Tuesday, March 20, 2018

Post Adoption Depression: I've Adopted a Baby, So Why Am I So Sad?

Post Adoption Depression.

It's one of the topics rarely discussed in the adoption community, yet it is more common than you might think.  

Why the silence?  The expectation that new parents and those congratulating new parents holds is this:  that the parents should be completely overjoyed to FINALLY be mom and dad that the typical issues that come with parenthood should be a non-issue for for those who adopt.

Sleepless nights?


Baby who refuses to eat?  


Fussy baby?  


But the truth is, "adoptive" parents are really JUST parents.  With real parental struggles and challenges.  You need to be free to struggle.  (Did you hear that?)  Your baby isn't magical.  You aren't magical.  Parenting is messy.  It's exhausting.  It's hard. It's faith-shaking.  For ALL parents.  

However, there are additional pressures put upon those who adopt.  Pressure to be perfect, thankful, fulfilled parents who enjoy every moment (no matter what) with their beautiful baby.   

So here I am to drop some Post Adoption Depression truth bombs:  

You may not have had the pregnancy hormones and the strain of giving birth, but your struggles were/are no less legitimate and authentic.  Whatever they were and are.  

Post Adoption Depression can set in days, weeks, months, or even years (yes, years) after an adoption takes place.  

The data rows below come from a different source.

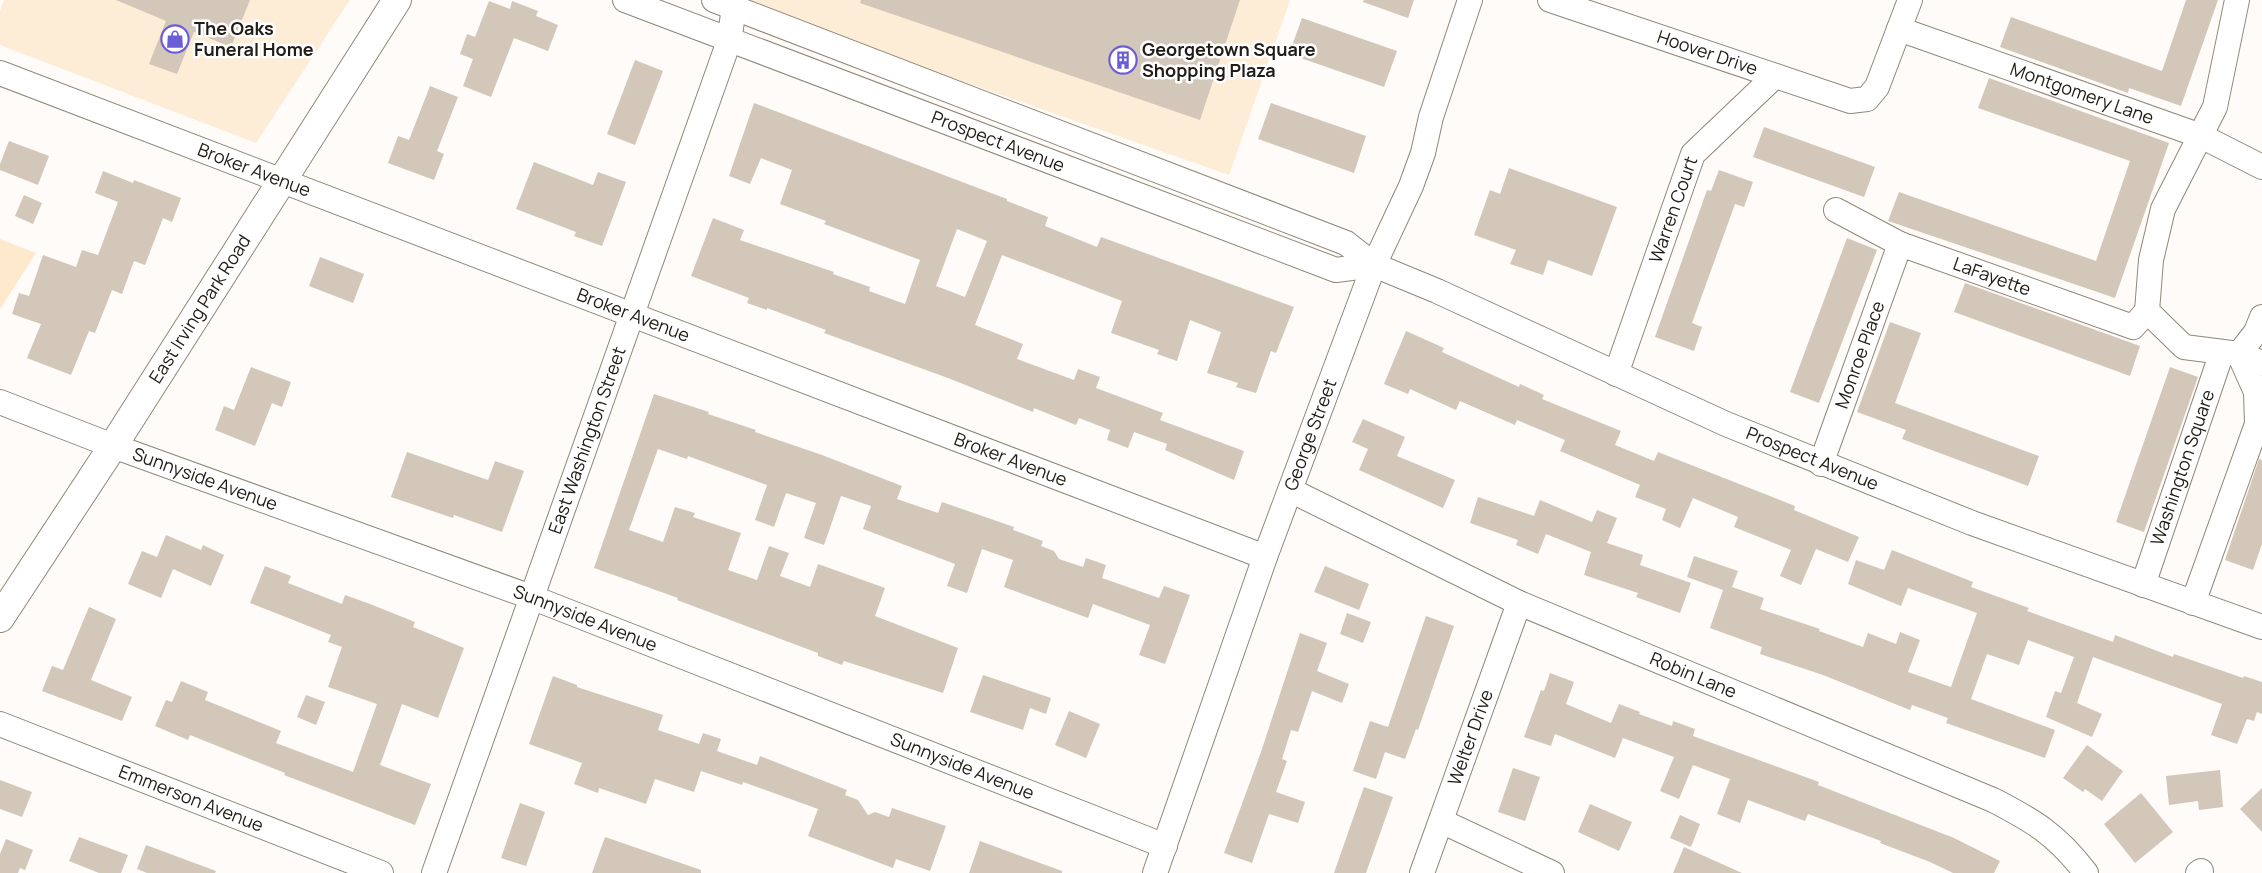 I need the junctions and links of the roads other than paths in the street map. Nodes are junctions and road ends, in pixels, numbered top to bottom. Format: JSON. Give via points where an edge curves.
{"nodes":[{"id":1,"x":397,"y":0,"type":"edge"},
{"id":2,"x":625,"y":0,"type":"edge"},
{"id":3,"x":1470,"y":0,"type":"edge"},
{"id":4,"x":1550,"y":0,"type":"edge"},
{"id":5,"x":1910,"y":0,"type":"edge"},
{"id":6,"x":2237,"y":0,"type":"edge"},
{"id":7,"x":724,"y":4,"type":"edge"},
{"id":8,"x":1899,"y":29,"type":"junction"},
{"id":9,"x":729,"y":40,"type":"junction"},
{"id":10,"x":0,"y":73,"type":"edge"},
{"id":11,"x":1775,"y":76,"type":"junction"},
{"id":12,"x":2201,"y":136,"type":"junction"},
{"id":13,"x":2261,"y":167,"type":"edge"},
{"id":14,"x":282,"y":180,"type":"junction"},
{"id":15,"x":1836,"y":210,"type":"dead end"},
{"id":16,"x":1900,"y":244,"type":"junction"},
{"id":17,"x":1374,"y":265,"type":"junction"},
{"id":18,"x":2146,"y":311,"type":"junction"},
{"id":19,"x":633,"y":315,"type":"junction"},
{"id":20,"x":2262,"y":317,"type":"edge"},
{"id":21,"x":2230,"y":353,"type":"junction"},
{"id":22,"x":2262,"y":363,"type":"edge"},
{"id":23,"x":1616,"y":374,"type":"junction"},
{"id":24,"x":0,"y":402,"type":"edge"},
{"id":25,"x":113,"y":446,"type":"junction"},
{"id":26,"x":1821,"y":464,"type":"junction"},
{"id":27,"x":1290,"y":490,"type":"junction"},
{"id":28,"x":1265,"y":557,"type":"junction"},
{"id":29,"x":2143,"y":584,"type":"junction"},
{"id":30,"x":532,"y":597,"type":"junction"},
{"id":31,"x":2194,"y":603,"type":"junction"},
{"id":32,"x":1518,"y":604,"type":"junction"},
{"id":33,"x":0,"y":618,"type":"edge"},
{"id":34,"x":2262,"y":627,"type":"edge"},
{"id":35,"x":0,"y":724,"type":"edge"},
{"id":36,"x":1441,"y":821,"type":"junction"},
{"id":37,"x":1165,"y":846,"type":"junction"},
{"id":38,"x":381,"y":873,"type":"edge"},
{"id":39,"x":434,"y":873,"type":"edge"},
{"id":40,"x":1155,"y":873,"type":"edge"},
{"id":41,"x":1422,"y":873,"type":"edge"},
{"id":42,"x":1552,"y":873,"type":"edge"},
{"id":43,"x":2086,"y":873,"type":"edge"}],
"edges":[{"from":1,"to":14,"type":"main road","name":"East Irving Park Road"},
{"from":2,"to":9,"type":"street","name":"Prospect Avenue"},
{"from":3,"to":17,"type":"street","name":"George Street","via":[[1431,117],[1423,153]]},
{"from":4,"to":11,"type":"street","name":"Hoover Drive"},
{"from":5,"to":8,"type":"street"},
{"from":6,"to":12,"type":"street","via":[[2215,107]]},
{"from":7,"to":9,"type":"street","name":"East Washington Street"},
{"from":7,"to":17,"type":"street","name":"Prospect Avenue","via":[[1346,243]]},
{"from":8,"to":11,"type":"street","name":"Hoover Drive","via":[[1878,87],[1866,100],[1850,101]]},
{"from":8,"to":12,"type":"street","name":"Montgomery Lane"},
{"from":9,"to":17,"type":"street","name":"Prospect Avenue","via":[[1336,270]]},
{"from":9,"to":19,"type":"street","name":"East Washington Street"},
{"from":10,"to":14,"type":"street","name":"Broker Avenue"},
{"from":11,"to":23,"type":"street","name":"Warren Court","via":[[1693,154]]},
{"from":12,"to":13,"type":"street","name":"Montgomery Lane"},
{"from":12,"to":18,"type":"street","via":[[2163,209],[2151,260]]},
{"from":14,"to":19,"type":"street","name":"Broker Avenue"},
{"from":14,"to":25,"type":"main road","name":"East Irving Park Road"},
{"from":15,"to":16,"type":"street","name":"LaFayette"},
{"from":16,"to":18,"type":"street","name":"LaFayette","via":[[2134,327]]},
{"from":16,"to":26,"type":"street","name":"Monroe Place"},
{"from":17,"to":23,"type":"street","name":"Prospect Avenue"},
{"from":17,"to":27,"type":"street","name":"George Street"},
{"from":18,"to":21,"type":"street","via":[[2184,348]]},
{"from":19,"to":28,"type":"street","name":"Broker Avenue"},
{"from":19,"to":30,"type":"street","name":"East Washington Street"},
{"from":20,"to":21,"type":"street","name":"Washington Square","via":[[2256,332]]},
{"from":21,"to":22,"type":"street"},
{"from":21,"to":29,"type":"street","name":"Washington Square"},
{"from":21,"to":31,"type":"street","via":[[2256,392],[2257,424]]},
{"from":23,"to":26,"type":"street","name":"Prospect Avenue"},
{"from":24,"to":25,"type":"street","name":"Sunnyside Avenue"},
{"from":25,"to":30,"type":"street","name":"Sunnyside Avenue"},
{"from":25,"to":33,"type":"main road","name":"East Irving Park Road"},
{"from":26,"to":29,"type":"street","name":"Prospect Avenue","via":[[1972,523]]},
{"from":27,"to":28,"type":"street","name":"George Street"},
{"from":27,"to":32,"type":"street","name":"Robin Lane"},
{"from":28,"to":37,"type":"street","name":"George Street"},
{"from":29,"to":31,"type":"street","name":"Prospect Avenue"},
{"from":30,"to":37,"type":"street","name":"Sunnyside Avenue"},
{"from":30,"to":39,"type":"street","name":"East Washington Street"},
{"from":31,"to":34,"type":"street","name":"Prospect Avenue"},
{"from":32,"to":36,"type":"street","name":"Welter Drive"},
{"from":32,"to":43,"type":"street","name":"Robin Lane","via":[[1993,800],[2036,822],[2068,849]]},
{"from":35,"to":38,"type":"street","name":"Emmerson Avenue"},
{"from":36,"to":41,"type":"street","name":"Welter Drive"},
{"from":36,"to":42,"type":"street"},
{"from":37,"to":40,"type":"street","name":"George Street"}]}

Post Adoption Depression can happen for a myriad of reasons, but one that is common is struggling to attach to the baby.  The struggle to attach may be fear (what if the baby ends up going home to his or her biological parents?  what if I'm not good enough to mother this child?), obligation (feeling the need to cling to the relationship formed to the biological parents over forming a bond with the baby), guilt (for becoming a parent to another person's child), sadness (for past losses), or change (adding a child to a family can create emotional, financial, spiritual, marital strain).  You might even be feeling guilty for feeling guilty!  

Pretending NOT to be depressed doesn't make the reality go away.  Post Adoption Depression is legit.   Acknowledge the pain, the struggle.  Call it out for what it is.  That's half the battle.  

If you have Post Adoption Depression, you need help.  You need support (think an adoption support group, an adoption-competent counselor, a spiritual leader, and of course, family and friends).  You need people to tell you your feelings are valid, but who offer you the encouragement to take steps forward.  

You need space:  space to feel the feelings.  It's OK to feel what you are feeling, to acknowledge that feeling, and to deal with that feeling.  In fact, that's healthy!  Because you are going to have that feeling whether you call it out for what it is or not:  so why not just keep it real?  

You need education.  What is it you need to learn more about in order to break free?  To emerge from the fog?   Who can provide those resources for you?  Learning more about a specific topic can empower you, melting away the ignorance (fear), the misconceptions.  Is it the struggles you face in an open adoption?  Special needs adoption? Transracial adoption?  Is it attachment?  Is it past trauma?  

You need action-steps.  What, based on your education, do you know that you need in order to move forward?  Perhaps it's attachment parenting techniques.  Perhaps it's more your time (self care).  Perhaps it's counseling.   Perhaps it's a combination of things.  Whatever is right for you, is right for you.

You need faith.  If you're a person of faith like I am, but you're in the rut of Post Adoption Depression, you've perhaps either turned away from God in this season or turned on God (blaming Him).  Either way, can I tell you I believe God is strong and mighty, and He's waiting for you with open arms despite your feelings toward Him in this moment?  

You need grace.  You will not move forward from any struggle in a matter of seconds.  There's no quick schemes here.  Time.  Space.  Good days and bad.  But the key is to see the issue for what it is, know that you aren't alone, and give yourself grace to stumble. 

You will get back up.  You will press on.  You will be the mommy your child needs.  Because that fire in you?  That's your mommy instinct, burning bright and fierce, and Post Adoption Depression will not have enough water to put it out.  

Maybe right now, your fire feels more like a fragile spark.  That's OK.  You've got something there.  It just needs to be fanned and fed.  Take the steps.  A better day is coming.  

Have you or someone you know faced Post Adoption Depression?  How did you emerge from the fog?